Na dzisiejszym koncercie, kiedy zaczęliście grać akustycznie, byłem w stanie stwierdzić, że to dobry zespół  z jednego powodu - kiedy zaczęliście grać, ludzie umilkli..., zwykle, kiedy jakiś zespół gra w restauracji, czy klubie, ludzie gadają i nie zwracają uwagi na to, co gra zespół...

 Rita Engedalen: Tak, zauważyłam to i bardzo to doceniam, ponieważ jestem tu po to, aby grać dla Was. Może nawet dlatego śpiewam sporo akustycznie, dlatego, że wiem, że ludzie chcą tego słuchać. Wiem też, że kiedy ludzie siedzą sobie, rozmawiają, piją i może chcą czegoś posłuchać, ja wtedy nie jestem w stanie tego zrobić... natomiast widzę, że jeżeli siedzą skupieni i czekają - jestem gotowa śpiewać, zaprezentować to, co powinnam.

 

Nagraliście dotychczas cztery płyty...

 Rita Engedalen: Tak, mamy cztery płyty

 

Problem tkwi w tym, że w Stanach wydaje się płyty po prostu w jakiejś wytwórni, podpisuje się kontrakt i tyle. W Europie płyty sprzedaje się na koncertach, jest to tzw. europejska dystrybucja ...

Rita Engedalen: Tak, tak się sprawa ma głównie z bluesem. Dlatego mamy nadzieję, że udział w tym konkursie pomoże nam w sprzedaży, promocji naszych płyt, wyjściu z nimi na zewnątrz, mam nadzieję.

 

Ostatnia płyta wyszła rok temu...

Rita Engedalen: Tak, to był mój album solowy "Chapels and Bars", w tym roku wydaliśmy album "Women in Blues", jest to album niejako poświęcony wielkim kobietom bluesa.

        

Czy planujecie wydanie DVD z Waszym koncertem, bo właściwie to ten rodzaj nośnika pozwala najbardziej zapamiętać koncert...

 Morten Omlid: Nigdy o tym nie myśleliśmy, ale to jest naprawdę dobry pomysł!

 

Wystarczy włączyć kamery na jakimś dobrym festiwalu

 Rita Engedalen: Chciałam powiedzieć, że mieliśmy tu wspaniały koncert i spotkaliśmy cudownych ludzi! Tak sobie myślę, że może udałoby się przedstawić nasze nagrania, płyty w Waszych rozgłośniach radiowych...

 

Kiedy postanowiliście grać bluesa, co zadecydowało, że to będzie blues z inspiracjami folkowymi?

 Morten Omlid: Oczywiście zaczęło się od Otisa Rusha, B.B. Kinga i innych i postanowiłem grać właśnie ten rodzaj bluesa, kupowałem płyty, słuchałem.

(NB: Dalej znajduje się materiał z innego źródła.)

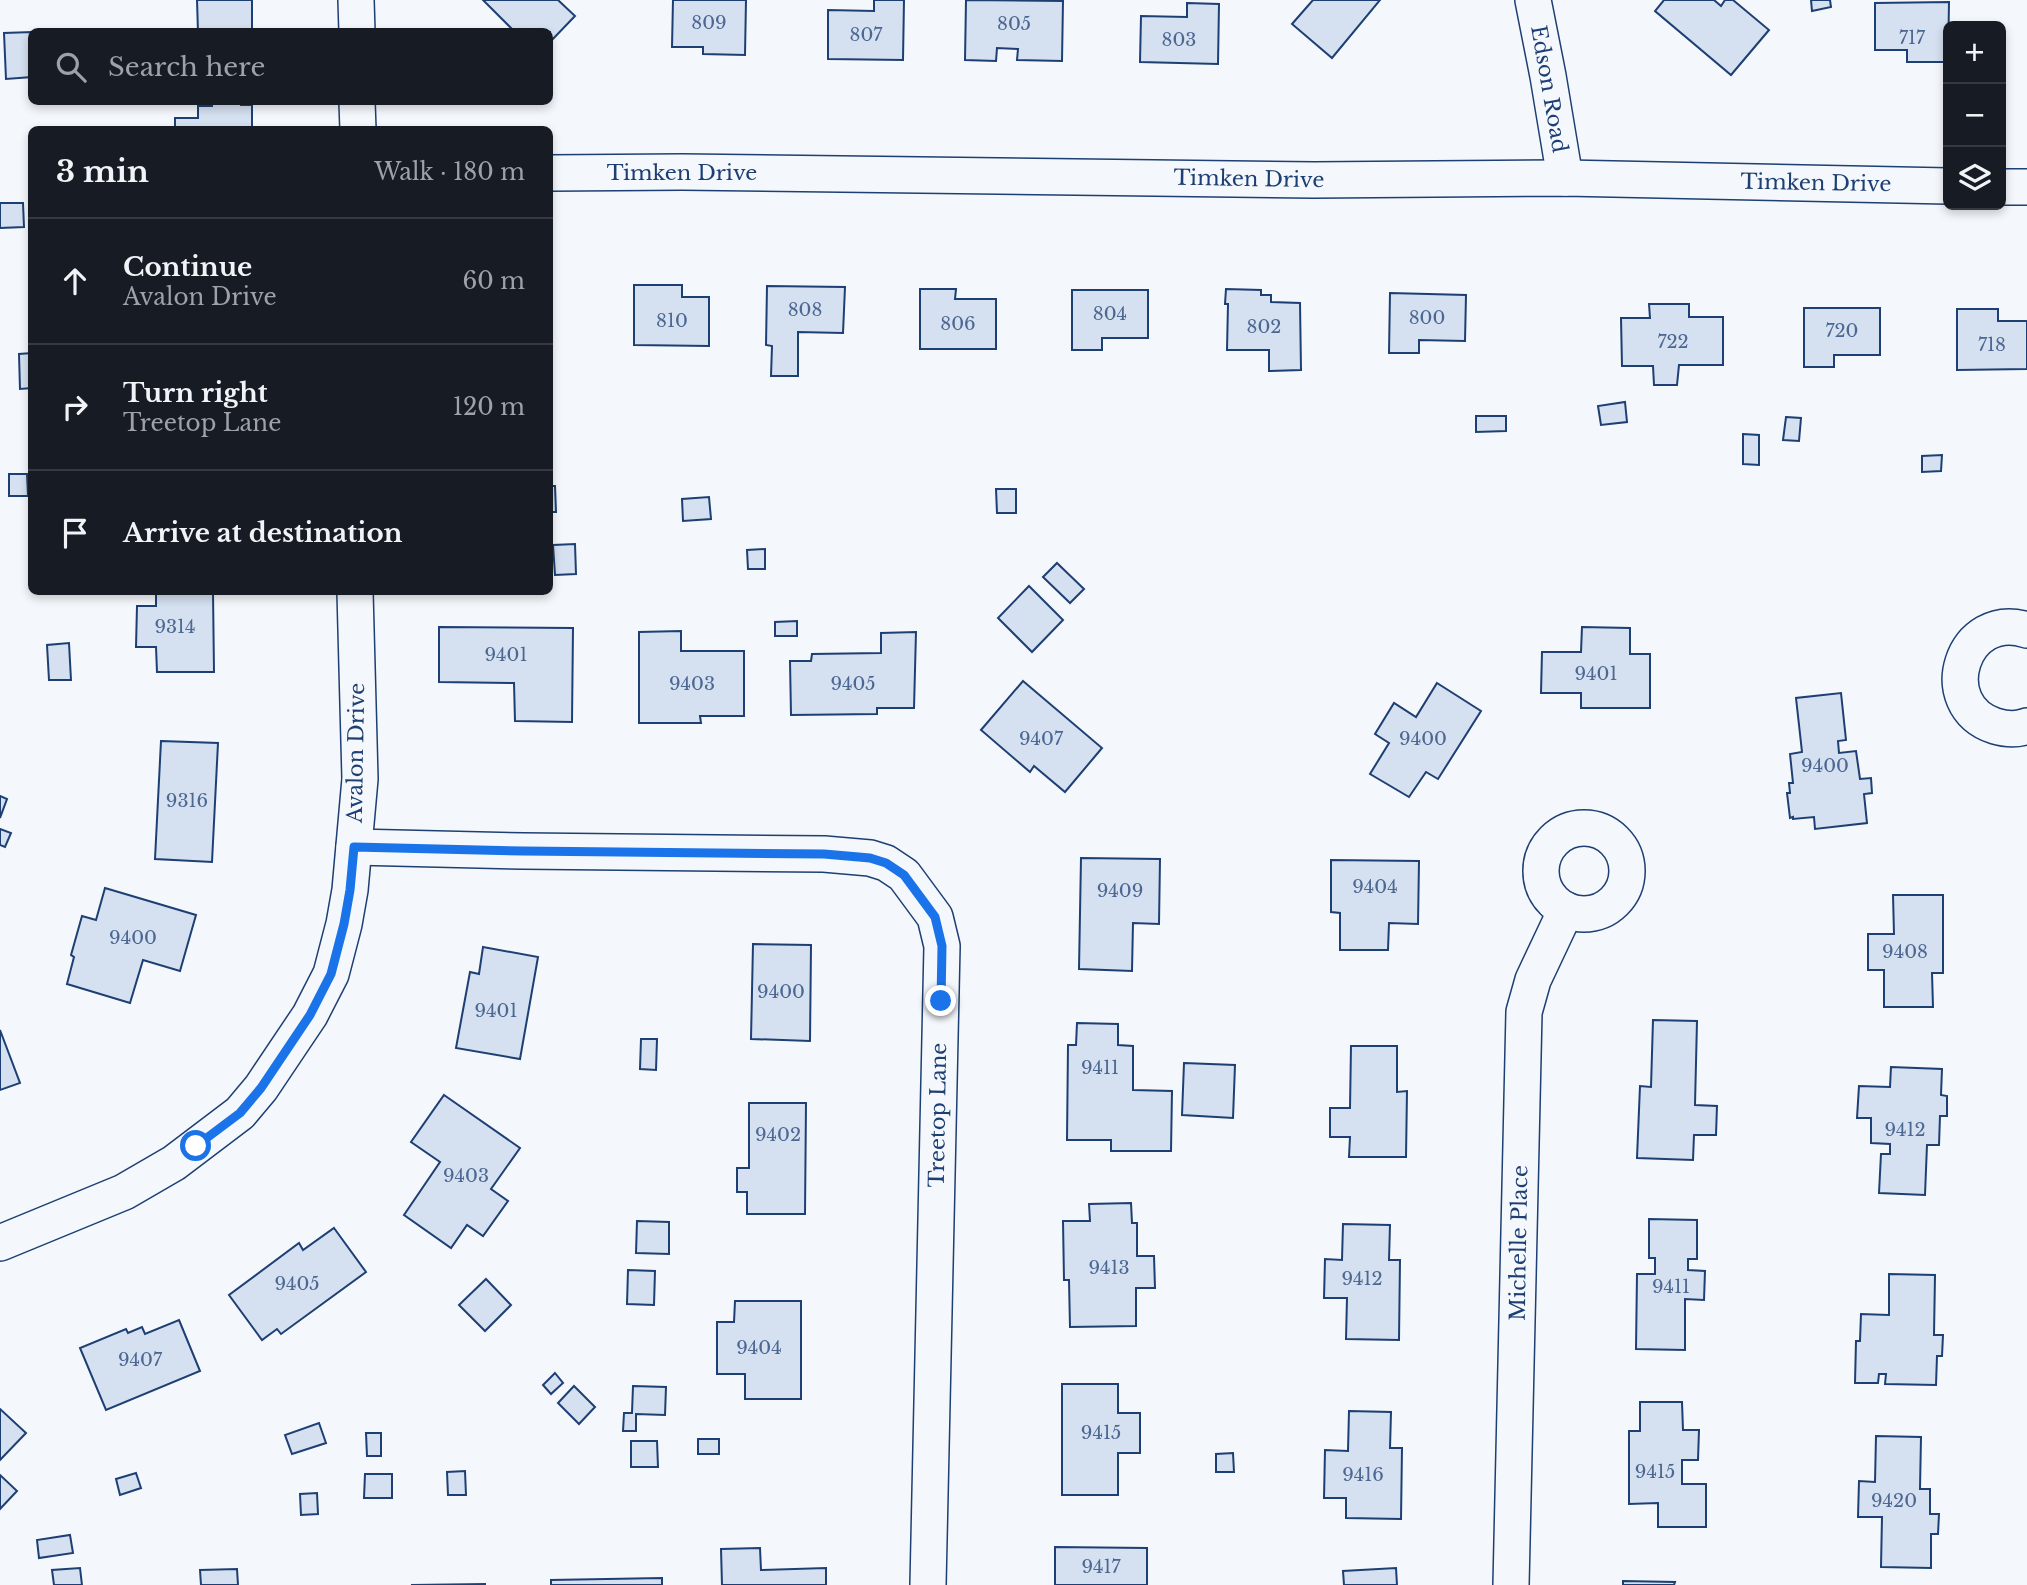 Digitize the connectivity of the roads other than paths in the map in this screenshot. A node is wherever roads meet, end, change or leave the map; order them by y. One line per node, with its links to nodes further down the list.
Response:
1 (356, 0): 3 (street)
2 (1533, 0): 7 (street, Edson Road)
3 (357, 28)
4 (358, 105): 5 (street)
5 (358, 126)
6 (553, 173): 7 (street, Timken Drive)
7 (1565, 178): 8 (street, Timken Drive)
8 (1943, 186)
9 (2006, 187): 10 (street)
10 (2027, 187)
11 (355, 595): 14 (street, Avalon Drive)
12 (2027, 630): 13 (street)
13 (2027, 726)
14 (354, 847): 16 (street, Avalon Drive); 17 (street, Treetop Lane)
15 (1566, 910): 18 (street, Michelle Place)
16 (0, 1243)
17 (928, 1585)
18 (1511, 1585) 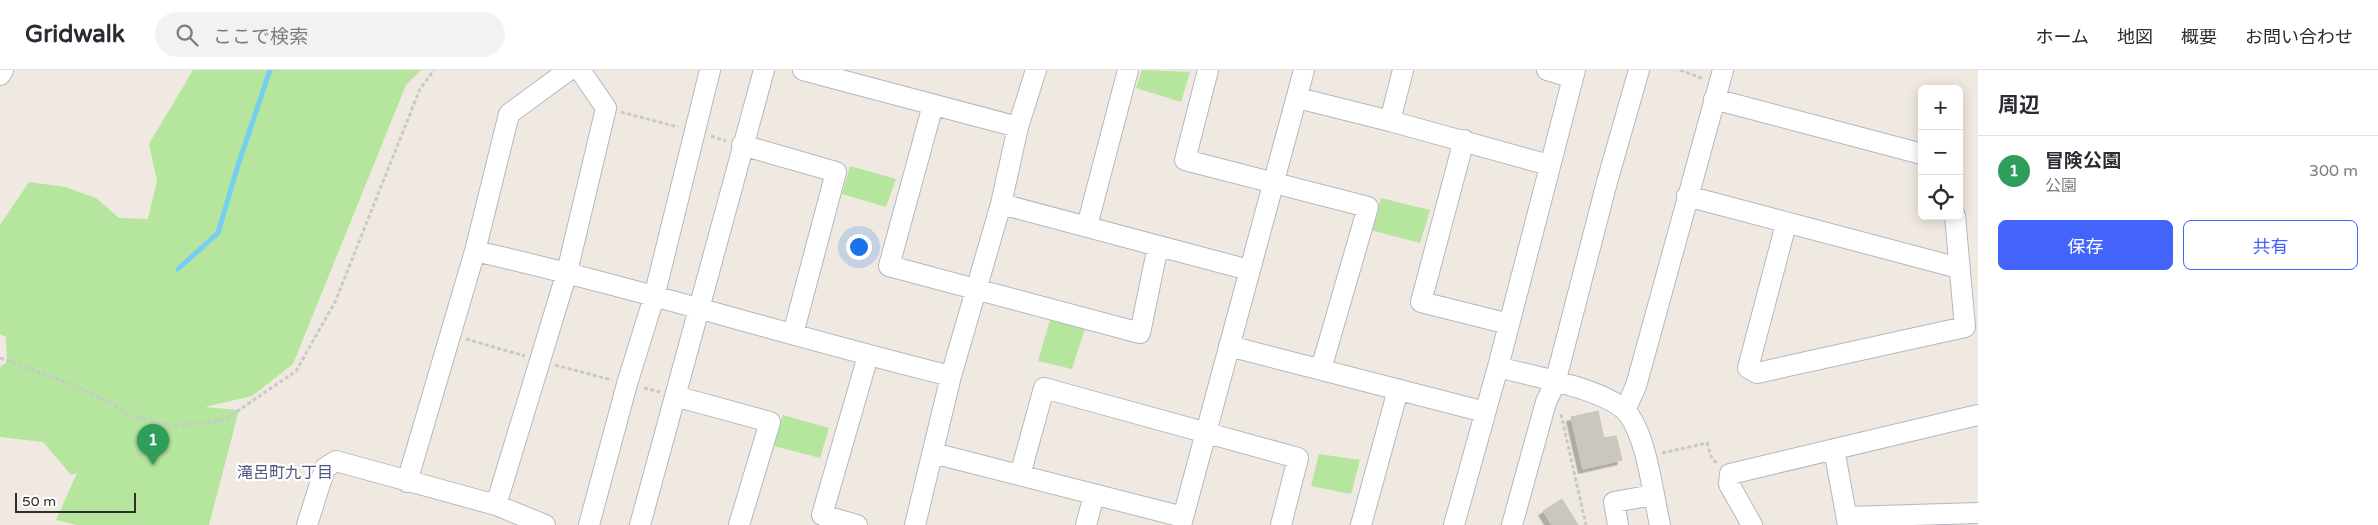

Oczywiście, lubię każdy rodzaj bluesa, ale tym, co mnie fascynuje najbardziej jest muzyka tego typu, jaką wykonywał Robert Johnson, muzyka z Delty hill country blues. Oczywiście starałem się połączyć to wszystko i wypracować własny styl.

 

Czy mieliście kiedykolwiek okazję, żeby zagrać w Stanach?

Rita Engedalen: Oczywiście, graliśmy tam kilka razy! Oczywiście nie w wielu miejscach, ale zagraliśmy w kilku, nawet w Mississippi.

 

I jak to jest - być tam?

Rita Engedalen: Super! To daje ogromną inspirację!

 Morten Omlid: Lubili nas tam, ponieważ Rita nie udawała nikogo, była po prostu sobą i ludzie to doceniali. Zresztą jest to coś, co doceniają na całym świecie.